**The task**
Every line of the entries with the word "junction" in it should be shown.

(Records from a data source)
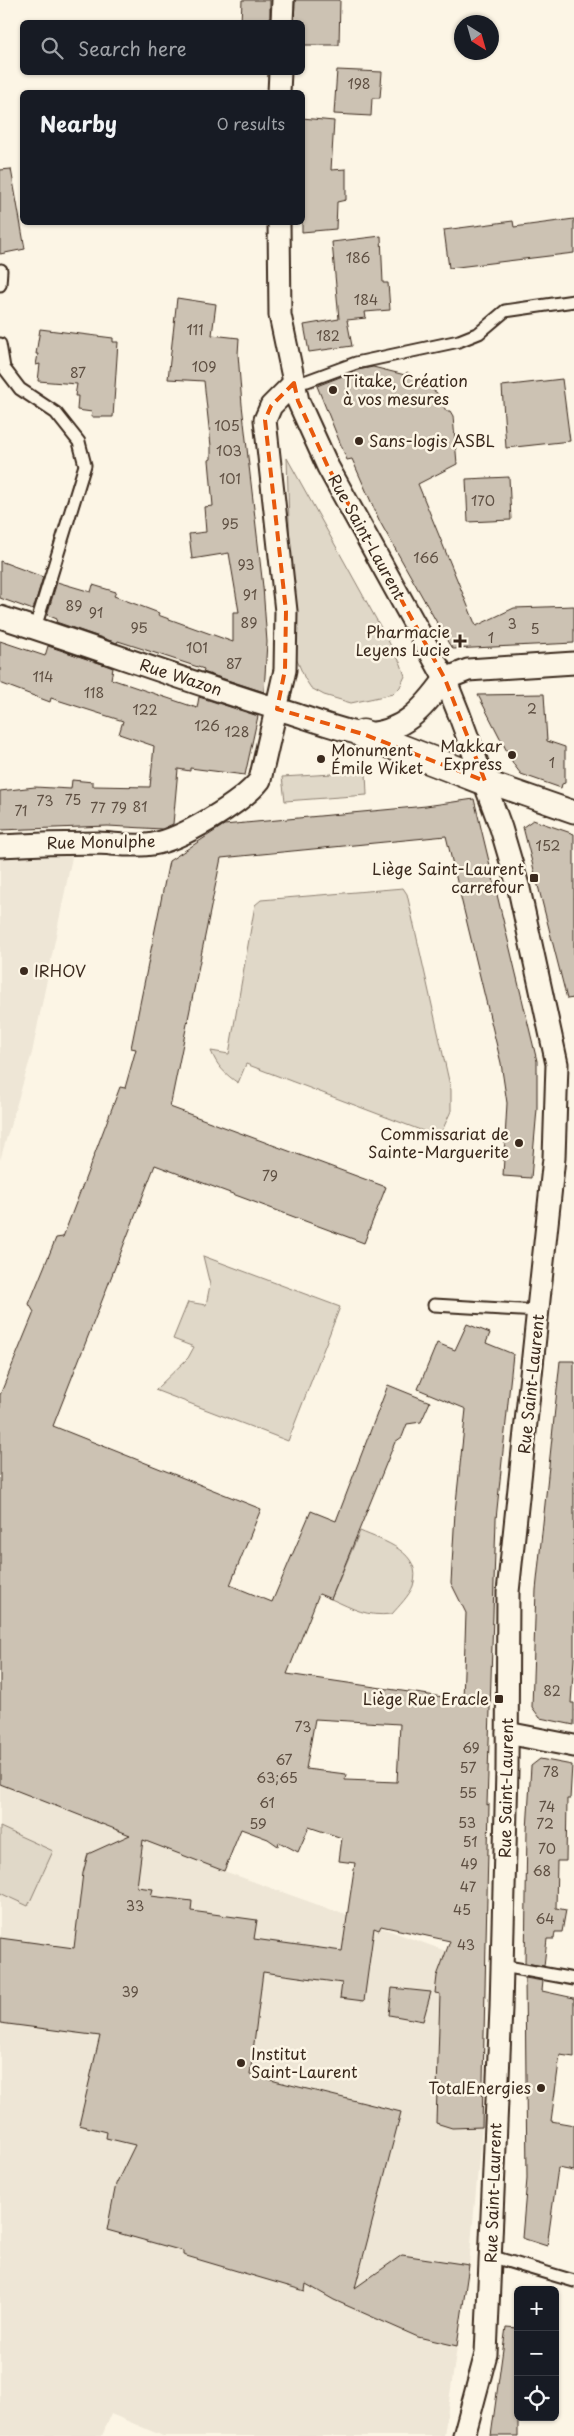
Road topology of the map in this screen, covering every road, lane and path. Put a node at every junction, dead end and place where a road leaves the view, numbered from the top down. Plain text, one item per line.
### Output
1 (283, 0) edge
2 (282, 20) edge
3 (280, 75) edge
4 (279, 90) edge
5 (279, 225) edge
6 (1, 270) edge
7 (0, 285) edge
8 (574, 301) edge
9 (0, 344) edge
10 (294, 383) junction
11 (0, 617) edge
12 (35, 628) junction
13 (574, 662) edge
14 (445, 680) junction
15 (277, 709) junction
16 (363, 734) junction
17 (485, 782) junction
18 (574, 812) edge
19 (0, 846) edge
20 (564, 1159) edge
21 (434, 1305) dead end
22 (540, 1311) junction
23 (507, 1733) junction
24 (574, 1746) edge
25 (502, 1966) junction
26 (574, 1979) edge
27 (490, 2256) junction
28 (574, 2281) edge
29 (464, 2436) edge

1 - 2 street
3 - 4 street
5 - 10 street, Rue Saint-Laurent
6 - 7 lane
8 - 10 lane
9 - 12 lane
10 - 14 street, Rue Saint-Laurent
10 - 15 street
11 - 12 street, Rue Wazon
12 - 15 street, Rue Wazon
13 - 14 street
14 - 16 street, Rue Wazon
14 - 17 street, Rue Saint-Laurent
15 - 16 street, Rue Wazon
15 - 19 street, Rue Monulphe
16 - 17 street, Rue Wazon
17 - 18 street
17 - 20 street, Rue Saint-Laurent
20 - 22 street, Rue Saint-Laurent
21 - 22 lane
22 - 23 street, Rue Saint-Laurent
23 - 24 street
23 - 25 street, Rue Saint-Laurent
25 - 26 lane
25 - 27 street, Rue Saint-Laurent
27 - 28 lane
27 - 29 street, Rue Saint-Laurent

**Exercise solution**
Road topology of the map in this screen, covering every road, lane and path. Put a node at every junction, dead end and place where a road leaves the view, numbered from the top down. Plain text, one item per line.
10 (294, 383) junction
12 (35, 628) junction
14 (445, 680) junction
15 (277, 709) junction
16 (363, 734) junction
17 (485, 782) junction
22 (540, 1311) junction
23 (507, 1733) junction
25 (502, 1966) junction
27 (490, 2256) junction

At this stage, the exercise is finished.